Chea Sim leaves behind a party that faces serious challenges as Cambodia moves toward national elections in 2018. In the last poll in 2013, the CPP saw its share of National Assembly seats slashed from 90 to 68 of the total of 123 — its worst electoral result since 1998. The Cambodia National Rescue Party, led by Hun Sen’s nemesis Sam Rainsy, deftly capitalized on rising popular discontent about land-grabs, ballooning income inequality and everyday corruption, which continue to plague the country despite political stability and impressive economic growth over the past two decades.


After the shock election result, Hun Sen promised sweeping reforms. The government has since offered wage hikes to teachers and soldiers, and reshuffled its cabinet to include a number of younger, more able technocrats. Two years on, however, the top leadership of the CPP remains mostly unchanged. In January, the 62-year-old Hun Sen marked his 30th year in power; many of his key aides and ministers have occupied senior posts since the 1990s, if not earlier. Before Chea Sim’s death last week, six of the 10 highest-ranking members of the CPP’s politburo, in theory the party’s key decision-making body, were founding members of the movement that helped to overthrow the Khmer Rouge in 1979.

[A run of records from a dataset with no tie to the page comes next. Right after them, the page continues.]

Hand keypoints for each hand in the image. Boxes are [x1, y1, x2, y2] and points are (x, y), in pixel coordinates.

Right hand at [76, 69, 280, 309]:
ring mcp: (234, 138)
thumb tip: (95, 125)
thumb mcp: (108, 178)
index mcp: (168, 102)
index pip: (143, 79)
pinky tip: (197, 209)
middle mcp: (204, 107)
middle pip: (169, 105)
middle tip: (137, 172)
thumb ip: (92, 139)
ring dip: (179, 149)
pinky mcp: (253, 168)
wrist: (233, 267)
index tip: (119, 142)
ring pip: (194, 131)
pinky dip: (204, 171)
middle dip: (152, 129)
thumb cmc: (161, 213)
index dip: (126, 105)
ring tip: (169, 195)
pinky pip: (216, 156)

At the same time, old political problems persist: Illegal or semi-legal logging continues to devastate Cambodia’s forests, and land-grabs by powerful people continue to make headlines. The government has also intensified its persecution of activists offering alternatives: The past two years have seen a series of violent crackdowns on demonstrations (when they have been permitted to take place) as well as the jailing of opposition figures and land rights activists.


As a result, the party finds itself out of touch with Cambodia’s young population, nearly two-thirds of which is below the age of 30, according to the United Nations. “The greatest challenge for the CPP will be to reinvent itself into a party of the present,” said Ou Virak, who heads the Future Forum, a Phnom Penh-based policy institute. “If you compare [party leaders] to the voting population there’s a disconnect there — the majority are not even from the same generation.”

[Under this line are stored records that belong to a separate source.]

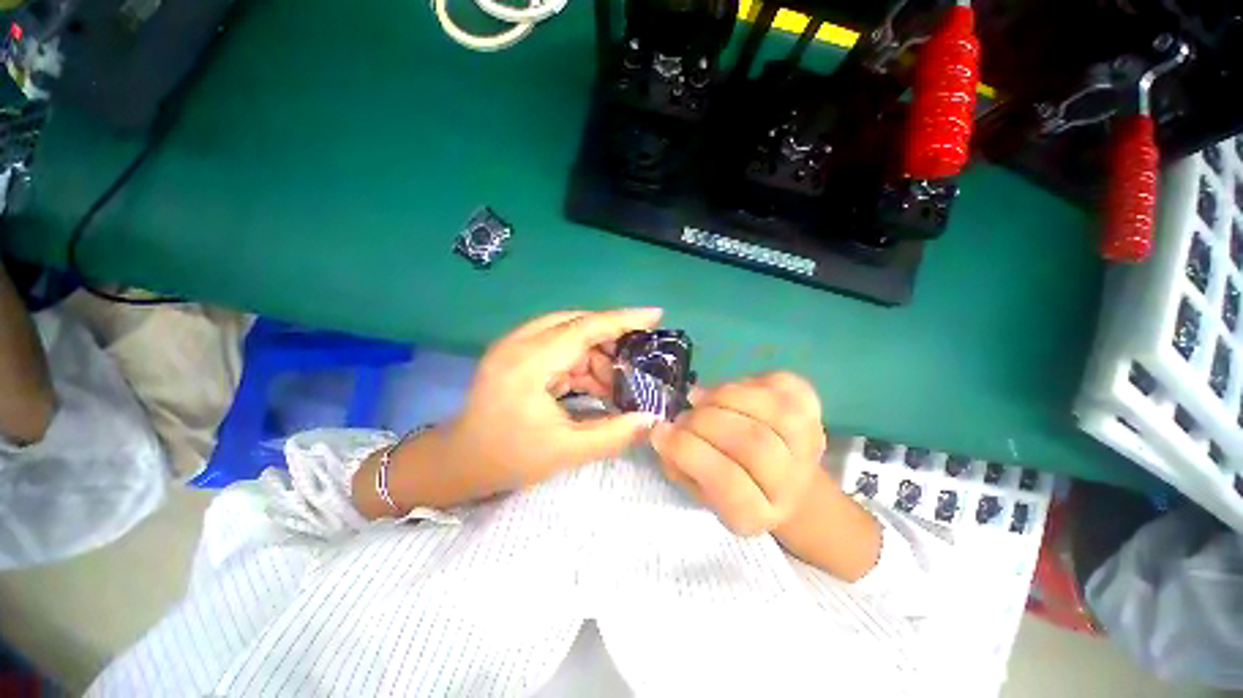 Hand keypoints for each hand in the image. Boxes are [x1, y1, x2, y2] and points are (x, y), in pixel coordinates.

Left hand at [441, 307, 663, 497]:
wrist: (459, 462)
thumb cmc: (508, 458)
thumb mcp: (565, 451)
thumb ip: (613, 435)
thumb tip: (651, 420)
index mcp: (529, 363)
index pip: (583, 327)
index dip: (622, 320)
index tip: (655, 314)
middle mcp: (520, 343)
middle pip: (578, 324)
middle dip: (612, 341)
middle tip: (638, 362)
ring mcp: (516, 346)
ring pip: (570, 335)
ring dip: (597, 356)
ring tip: (617, 385)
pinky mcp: (517, 353)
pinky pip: (559, 346)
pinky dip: (581, 362)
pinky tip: (596, 385)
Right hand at [650, 372, 826, 535]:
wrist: (783, 477)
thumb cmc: (728, 483)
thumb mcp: (695, 484)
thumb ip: (674, 460)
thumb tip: (655, 427)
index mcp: (757, 514)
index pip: (728, 483)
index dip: (689, 452)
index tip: (660, 432)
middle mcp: (792, 485)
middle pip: (753, 443)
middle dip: (705, 421)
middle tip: (684, 416)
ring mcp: (809, 443)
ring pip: (771, 409)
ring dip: (725, 397)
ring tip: (703, 399)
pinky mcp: (813, 409)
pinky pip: (781, 384)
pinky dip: (748, 381)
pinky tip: (733, 393)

“The greatest challenge for the CPP will be to reinvent itself into a party of the present”


Given his long illness, the death of the CPP’s long-time figurehead is unlikely to alter the internal dynamics of the party fundamentally. On June 20, the CPP will convene a special congress which is expected to appoint Hun Sen as the new party president, while current secretary-general Say Chhum has already taken over the post of senate president. But observers say the passing of one of Hun Sen’s main internal rivals may give him greater leverage to advance promised reforms and speed up the generational transition within the party. While Chea Sim’s hard power has long been in decline, Ou Virak said, the CPP president played an important role as a party elder, helping to defuse personal disagreements and intra-party turf wars. Ou Virak said this helped to maintain internal stability, but also prevented a necessary clean-out of ageing officials and hangers-on.

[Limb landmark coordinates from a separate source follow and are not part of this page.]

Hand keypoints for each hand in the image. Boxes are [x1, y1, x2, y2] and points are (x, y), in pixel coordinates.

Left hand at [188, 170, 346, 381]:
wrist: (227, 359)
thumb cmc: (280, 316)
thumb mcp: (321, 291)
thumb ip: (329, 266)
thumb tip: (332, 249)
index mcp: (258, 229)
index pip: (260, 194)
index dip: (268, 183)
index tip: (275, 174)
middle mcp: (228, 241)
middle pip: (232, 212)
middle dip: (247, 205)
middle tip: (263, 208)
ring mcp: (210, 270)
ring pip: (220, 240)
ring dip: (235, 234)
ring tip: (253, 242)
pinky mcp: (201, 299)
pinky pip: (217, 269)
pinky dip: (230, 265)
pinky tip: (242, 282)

Ok Serei Sopheak, a development consultant who served as a political adviser to the CPP in the 1990s, said that with Chea Sim off the scene, Hun Sen will likely have more of a free hand to ease out party veterans and make the deep changes necessary to win back public support while maintaining the stability necessary for continued economic growth. “By becoming the president of the party he will probably have more freedom to introduce reform policy, to promote younger reform-minded people into key institutions,” Sopheak said.


The wider question, however, remains whether a greater reliance on Hun Sen, which many critics see as the root of the country’s problems to begin with, is really the solution to the party’s legitimacy deficit. Sopheak said that if Hun Sen now had more freedom than ever to make the right decisions, the reverse was also true. “If he fails,” he said, “it will only be himself that is responsible.”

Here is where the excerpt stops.